Gyasi’s debut novel opens in the mid-1700s in what is now Ghana, as tribal rivalries are exploited by British and Dutch colonists and slave traders. The daughter of one tribal leader marries a British man for financial expediency, then learns that the “castle” he governs is a holding dungeon for slaves. (When she asks what’s held there, she’s told “cargo.”) The narrative soon alternates chapters between the Ghanans and their American descendants up through the present day. On either side of the Atlantic, the tale is often one of racism, degradation, and loss: a slave on an Alabama plantation is whipped “until the blood on the ground is high enough to bathe a baby”; a freedman in Baltimore fears being sent back South with the passage of the Fugitive Slave Act; a Ghanan woman is driven mad from the abuse of a missionary and her husband’s injury in a tribal war; a woman in Harlem is increasingly distanced from (and then humiliated by) her husband, who passes as white.
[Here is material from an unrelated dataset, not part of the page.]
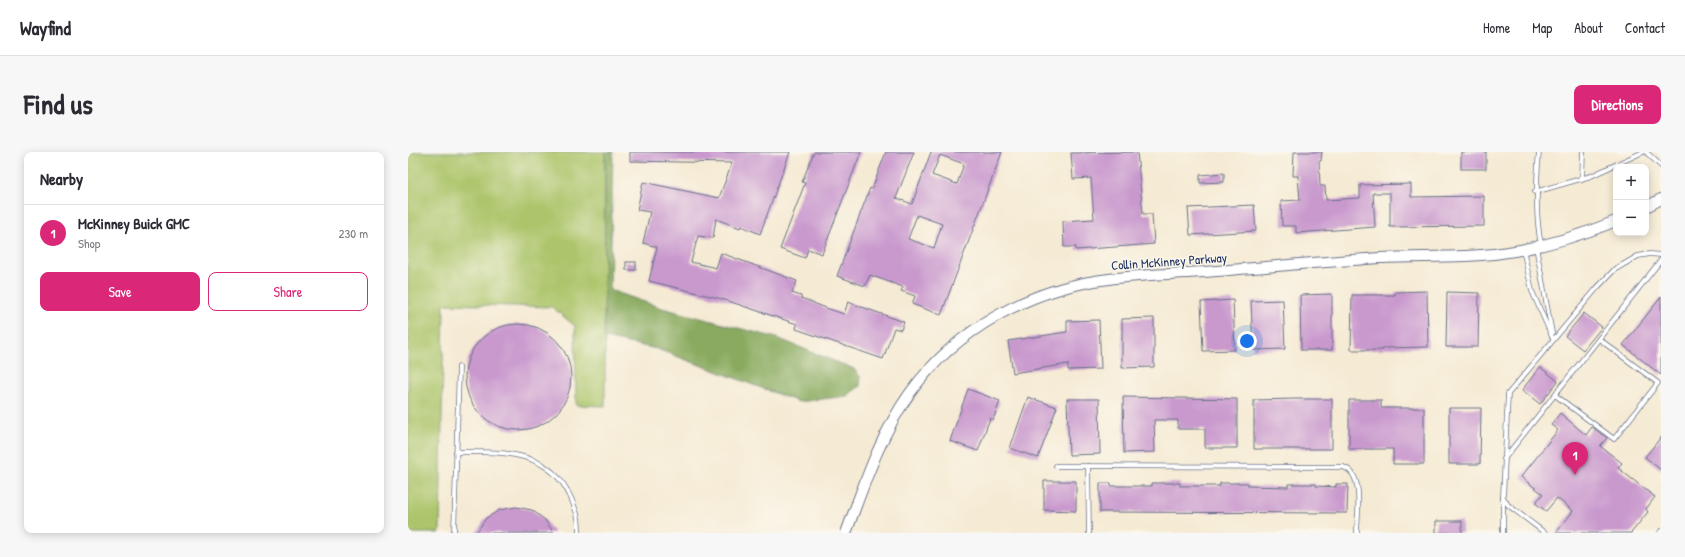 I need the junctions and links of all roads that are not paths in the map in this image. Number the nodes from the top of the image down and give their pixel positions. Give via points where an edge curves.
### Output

Gyasi is a deeply empathetic writer, and each of the novel’s 14 chapters is a savvy character portrait that reveals the impact of racism from multiple perspectives. It lacks the sweep that its premise implies, though: while the characters share a bloodline, and a gold-flecked stone appears throughout the book as a symbolic connector, the novel is more a well-made linked story collection than a complex epic. Yet Gyasi plainly has the talent to pull that off: “I will be my own nation,” one woman tells a British suitor early on, and the author understands both the necessity of that defiance and how hard it is to follow through on it.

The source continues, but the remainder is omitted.